**TO DO:** Every entry must appear in the output exactly as it does here.
MATERIAL FOR THIS EXERCISE below:
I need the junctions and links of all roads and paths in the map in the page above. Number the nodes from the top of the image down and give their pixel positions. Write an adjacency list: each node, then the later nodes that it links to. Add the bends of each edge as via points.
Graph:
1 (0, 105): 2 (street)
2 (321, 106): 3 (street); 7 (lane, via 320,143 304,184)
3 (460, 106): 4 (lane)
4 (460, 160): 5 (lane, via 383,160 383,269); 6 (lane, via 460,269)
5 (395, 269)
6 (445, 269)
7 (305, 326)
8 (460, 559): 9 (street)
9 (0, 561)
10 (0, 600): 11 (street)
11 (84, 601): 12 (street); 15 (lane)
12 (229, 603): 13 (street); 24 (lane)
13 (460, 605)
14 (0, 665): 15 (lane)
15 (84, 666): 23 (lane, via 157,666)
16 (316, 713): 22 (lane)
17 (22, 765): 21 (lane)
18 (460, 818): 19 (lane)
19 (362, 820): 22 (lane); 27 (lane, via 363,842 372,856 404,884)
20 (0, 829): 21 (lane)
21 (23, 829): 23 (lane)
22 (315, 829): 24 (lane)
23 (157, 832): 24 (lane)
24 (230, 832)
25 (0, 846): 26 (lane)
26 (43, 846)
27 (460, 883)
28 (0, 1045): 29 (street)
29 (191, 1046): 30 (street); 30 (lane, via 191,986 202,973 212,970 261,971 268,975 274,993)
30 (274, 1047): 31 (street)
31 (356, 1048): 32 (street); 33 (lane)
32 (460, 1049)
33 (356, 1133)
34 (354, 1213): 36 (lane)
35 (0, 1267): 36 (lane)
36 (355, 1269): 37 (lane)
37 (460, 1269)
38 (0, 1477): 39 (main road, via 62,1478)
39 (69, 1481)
End of MATERIAL FOR THIS EXERCISE.
**SOLVED EXERCISE:**
I need the junctions and links of all roads and paths in the map in the page above. Number the nodes from the top of the image down and give their pixel positions. Write an adjacency list: each node, then the later nodes that it links to. Add the bends of each edge as via points.
Graph:
1 (0, 105): 2 (street)
2 (321, 106): 3 (street); 7 (lane, via 320,143 304,184)
3 (460, 106): 4 (lane)
4 (460, 160): 5 (lane, via 383,160 383,269); 6 (lane, via 460,269)
5 (395, 269)
6 (445, 269)
7 (305, 326)
8 (460, 559): 9 (street)
9 (0, 561)
10 (0, 600): 11 (street)
11 (84, 601): 12 (street); 15 (lane)
12 (229, 603): 13 (street); 24 (lane)
13 (460, 605)
14 (0, 665): 15 (lane)
15 (84, 666): 23 (lane, via 157,666)
16 (316, 713): 22 (lane)
17 (22, 765): 21 (lane)
18 (460, 818): 19 (lane)
19 (362, 820): 22 (lane); 27 (lane, via 363,842 372,856 404,884)
20 (0, 829): 21 (lane)
21 (23, 829): 23 (lane)
22 (315, 829): 24 (lane)
23 (157, 832): 24 (lane)
24 (230, 832)
25 (0, 846): 26 (lane)
26 (43, 846)
27 (460, 883)
28 (0, 1045): 29 (street)
29 (191, 1046): 30 (street); 30 (lane, via 191,986 202,973 212,970 261,971 268,975 274,993)
30 (274, 1047): 31 (street)
31 (356, 1048): 32 (street); 33 (lane)
32 (460, 1049)
33 (356, 1133)
34 (354, 1213): 36 (lane)
35 (0, 1267): 36 (lane)
36 (355, 1269): 37 (lane)
37 (460, 1269)
38 (0, 1477): 39 (main road, via 62,1478)
39 (69, 1481)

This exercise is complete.